**WHAT IS REQUIRED**
Find the string "joint" in the data, and copy out each line that has it.
[[ PROVIDED RECORDS, beginning ]]
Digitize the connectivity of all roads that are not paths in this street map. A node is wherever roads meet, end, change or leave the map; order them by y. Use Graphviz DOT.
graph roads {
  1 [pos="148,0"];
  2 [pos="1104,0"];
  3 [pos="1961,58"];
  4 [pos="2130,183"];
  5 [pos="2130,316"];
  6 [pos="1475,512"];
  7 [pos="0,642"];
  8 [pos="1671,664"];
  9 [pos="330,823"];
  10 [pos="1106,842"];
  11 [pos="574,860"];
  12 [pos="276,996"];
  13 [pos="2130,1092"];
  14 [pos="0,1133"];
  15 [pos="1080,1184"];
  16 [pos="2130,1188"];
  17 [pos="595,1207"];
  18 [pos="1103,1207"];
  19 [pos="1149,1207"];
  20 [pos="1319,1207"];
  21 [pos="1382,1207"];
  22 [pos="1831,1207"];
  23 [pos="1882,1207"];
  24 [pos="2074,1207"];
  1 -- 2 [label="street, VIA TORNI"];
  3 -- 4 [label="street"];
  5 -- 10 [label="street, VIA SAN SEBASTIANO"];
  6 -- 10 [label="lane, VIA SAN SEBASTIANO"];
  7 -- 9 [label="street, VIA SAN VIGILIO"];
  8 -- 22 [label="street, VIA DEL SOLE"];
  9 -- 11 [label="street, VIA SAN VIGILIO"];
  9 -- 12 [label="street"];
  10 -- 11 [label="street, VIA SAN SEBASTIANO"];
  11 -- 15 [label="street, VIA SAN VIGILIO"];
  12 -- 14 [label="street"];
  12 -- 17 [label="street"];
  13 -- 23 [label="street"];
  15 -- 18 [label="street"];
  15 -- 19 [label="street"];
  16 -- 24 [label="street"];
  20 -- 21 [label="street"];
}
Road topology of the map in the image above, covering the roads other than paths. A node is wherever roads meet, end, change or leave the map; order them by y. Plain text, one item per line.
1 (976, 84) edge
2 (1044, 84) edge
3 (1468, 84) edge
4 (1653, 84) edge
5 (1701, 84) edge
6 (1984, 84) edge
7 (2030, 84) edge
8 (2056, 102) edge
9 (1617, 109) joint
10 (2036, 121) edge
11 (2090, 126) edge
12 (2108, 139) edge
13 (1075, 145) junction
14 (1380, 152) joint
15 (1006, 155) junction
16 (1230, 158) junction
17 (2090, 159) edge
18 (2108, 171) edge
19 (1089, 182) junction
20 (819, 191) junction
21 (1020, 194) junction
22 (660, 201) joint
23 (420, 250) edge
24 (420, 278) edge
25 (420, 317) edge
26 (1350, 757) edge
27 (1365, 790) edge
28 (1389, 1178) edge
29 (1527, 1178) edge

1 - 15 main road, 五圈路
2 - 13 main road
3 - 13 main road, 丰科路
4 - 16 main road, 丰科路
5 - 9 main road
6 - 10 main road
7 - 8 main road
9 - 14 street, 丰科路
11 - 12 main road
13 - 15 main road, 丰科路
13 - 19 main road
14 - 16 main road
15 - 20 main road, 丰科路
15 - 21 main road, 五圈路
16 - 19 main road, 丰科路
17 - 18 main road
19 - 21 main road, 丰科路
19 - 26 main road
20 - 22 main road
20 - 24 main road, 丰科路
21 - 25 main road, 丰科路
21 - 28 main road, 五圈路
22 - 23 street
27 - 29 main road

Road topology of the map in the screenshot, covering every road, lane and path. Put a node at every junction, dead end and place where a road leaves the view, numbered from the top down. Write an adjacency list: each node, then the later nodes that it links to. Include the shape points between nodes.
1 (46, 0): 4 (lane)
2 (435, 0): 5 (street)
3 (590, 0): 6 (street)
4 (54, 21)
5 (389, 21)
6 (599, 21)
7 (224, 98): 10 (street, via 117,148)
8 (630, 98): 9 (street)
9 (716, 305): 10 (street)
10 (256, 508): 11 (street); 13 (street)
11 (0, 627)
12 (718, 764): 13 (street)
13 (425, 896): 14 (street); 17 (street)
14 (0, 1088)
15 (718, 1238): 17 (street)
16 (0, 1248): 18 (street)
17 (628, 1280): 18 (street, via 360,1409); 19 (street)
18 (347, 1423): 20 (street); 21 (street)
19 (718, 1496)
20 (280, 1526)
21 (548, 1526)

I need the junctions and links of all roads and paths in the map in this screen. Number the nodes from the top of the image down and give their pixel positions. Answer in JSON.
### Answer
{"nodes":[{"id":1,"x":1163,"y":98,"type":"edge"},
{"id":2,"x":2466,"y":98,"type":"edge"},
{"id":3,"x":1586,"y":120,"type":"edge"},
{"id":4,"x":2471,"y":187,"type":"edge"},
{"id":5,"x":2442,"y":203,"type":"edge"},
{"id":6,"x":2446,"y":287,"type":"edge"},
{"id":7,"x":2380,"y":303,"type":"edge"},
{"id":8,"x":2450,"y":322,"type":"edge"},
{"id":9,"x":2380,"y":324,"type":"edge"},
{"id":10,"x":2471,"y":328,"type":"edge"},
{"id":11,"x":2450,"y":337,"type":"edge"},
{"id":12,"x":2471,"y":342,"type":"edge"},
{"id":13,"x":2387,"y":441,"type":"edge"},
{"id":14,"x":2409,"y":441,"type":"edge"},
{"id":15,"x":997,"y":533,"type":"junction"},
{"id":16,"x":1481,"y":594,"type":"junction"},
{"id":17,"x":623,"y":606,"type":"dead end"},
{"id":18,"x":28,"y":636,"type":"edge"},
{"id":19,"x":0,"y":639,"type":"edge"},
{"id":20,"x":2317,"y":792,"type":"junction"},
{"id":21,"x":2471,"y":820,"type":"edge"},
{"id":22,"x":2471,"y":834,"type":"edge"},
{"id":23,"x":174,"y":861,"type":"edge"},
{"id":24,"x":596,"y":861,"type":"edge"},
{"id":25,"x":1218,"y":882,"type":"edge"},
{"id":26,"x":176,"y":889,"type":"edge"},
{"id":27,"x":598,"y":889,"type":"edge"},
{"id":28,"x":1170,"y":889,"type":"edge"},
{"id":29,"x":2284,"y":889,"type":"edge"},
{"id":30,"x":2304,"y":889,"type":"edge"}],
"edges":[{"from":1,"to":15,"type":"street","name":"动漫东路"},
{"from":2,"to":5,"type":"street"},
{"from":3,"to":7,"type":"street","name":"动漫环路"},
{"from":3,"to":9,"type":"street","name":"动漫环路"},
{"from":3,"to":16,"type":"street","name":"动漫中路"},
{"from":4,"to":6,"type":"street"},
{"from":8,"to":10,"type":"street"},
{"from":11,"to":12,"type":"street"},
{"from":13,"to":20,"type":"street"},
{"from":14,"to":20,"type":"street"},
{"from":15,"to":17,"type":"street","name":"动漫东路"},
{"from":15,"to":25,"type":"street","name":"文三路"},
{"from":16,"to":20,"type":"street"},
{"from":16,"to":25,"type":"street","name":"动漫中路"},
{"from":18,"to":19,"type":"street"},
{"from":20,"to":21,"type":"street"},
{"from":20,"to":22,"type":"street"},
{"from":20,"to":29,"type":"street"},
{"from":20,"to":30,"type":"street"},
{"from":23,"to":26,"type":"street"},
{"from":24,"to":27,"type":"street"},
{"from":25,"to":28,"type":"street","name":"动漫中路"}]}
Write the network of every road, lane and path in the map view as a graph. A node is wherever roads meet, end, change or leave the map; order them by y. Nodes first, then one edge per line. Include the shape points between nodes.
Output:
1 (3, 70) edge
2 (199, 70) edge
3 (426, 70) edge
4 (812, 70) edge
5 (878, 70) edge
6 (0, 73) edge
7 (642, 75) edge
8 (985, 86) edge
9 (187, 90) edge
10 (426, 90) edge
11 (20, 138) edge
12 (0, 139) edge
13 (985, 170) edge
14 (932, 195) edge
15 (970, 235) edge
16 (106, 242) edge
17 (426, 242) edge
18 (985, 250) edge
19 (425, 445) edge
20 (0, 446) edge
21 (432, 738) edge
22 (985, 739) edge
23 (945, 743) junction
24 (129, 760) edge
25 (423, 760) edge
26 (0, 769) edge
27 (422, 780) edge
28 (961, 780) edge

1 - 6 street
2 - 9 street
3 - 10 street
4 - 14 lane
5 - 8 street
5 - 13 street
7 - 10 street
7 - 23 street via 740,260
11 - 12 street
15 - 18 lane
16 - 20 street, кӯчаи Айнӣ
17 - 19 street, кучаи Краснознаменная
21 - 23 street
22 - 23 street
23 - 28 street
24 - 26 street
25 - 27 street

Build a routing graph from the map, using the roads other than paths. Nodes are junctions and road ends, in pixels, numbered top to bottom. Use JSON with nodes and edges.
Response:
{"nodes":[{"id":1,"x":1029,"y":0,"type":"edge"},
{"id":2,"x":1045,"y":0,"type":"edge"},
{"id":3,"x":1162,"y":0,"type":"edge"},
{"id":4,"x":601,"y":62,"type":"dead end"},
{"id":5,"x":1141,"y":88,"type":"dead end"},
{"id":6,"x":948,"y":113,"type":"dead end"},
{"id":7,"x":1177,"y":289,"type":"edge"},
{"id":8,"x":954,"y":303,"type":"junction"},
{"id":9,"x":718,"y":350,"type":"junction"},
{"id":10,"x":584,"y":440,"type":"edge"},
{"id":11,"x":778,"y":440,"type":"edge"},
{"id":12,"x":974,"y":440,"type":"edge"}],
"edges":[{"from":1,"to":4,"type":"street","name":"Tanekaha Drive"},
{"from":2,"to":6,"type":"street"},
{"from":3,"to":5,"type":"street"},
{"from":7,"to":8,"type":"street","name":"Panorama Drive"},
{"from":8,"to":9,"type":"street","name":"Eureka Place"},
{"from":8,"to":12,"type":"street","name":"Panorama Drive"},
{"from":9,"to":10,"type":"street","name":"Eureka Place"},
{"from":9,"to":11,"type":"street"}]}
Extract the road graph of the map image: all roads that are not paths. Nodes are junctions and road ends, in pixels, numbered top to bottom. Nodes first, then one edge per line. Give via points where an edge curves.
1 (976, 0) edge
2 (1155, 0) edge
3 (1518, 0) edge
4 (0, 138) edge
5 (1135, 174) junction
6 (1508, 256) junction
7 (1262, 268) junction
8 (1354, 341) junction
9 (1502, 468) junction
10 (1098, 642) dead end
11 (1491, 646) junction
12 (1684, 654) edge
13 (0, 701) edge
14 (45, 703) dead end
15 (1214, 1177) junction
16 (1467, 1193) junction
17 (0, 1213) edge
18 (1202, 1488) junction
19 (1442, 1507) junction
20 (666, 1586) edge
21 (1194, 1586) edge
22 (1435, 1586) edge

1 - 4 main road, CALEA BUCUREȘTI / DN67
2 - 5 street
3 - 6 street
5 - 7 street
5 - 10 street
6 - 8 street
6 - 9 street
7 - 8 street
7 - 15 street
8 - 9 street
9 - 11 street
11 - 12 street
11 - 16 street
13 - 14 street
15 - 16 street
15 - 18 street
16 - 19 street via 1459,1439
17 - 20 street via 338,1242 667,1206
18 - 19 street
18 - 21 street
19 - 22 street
[[ PROVIDED RECORDS, end ]]
**WRITTEN SOLUTION**
9 (1617, 109) joint
14 (1380, 152) joint
22 (660, 201) joint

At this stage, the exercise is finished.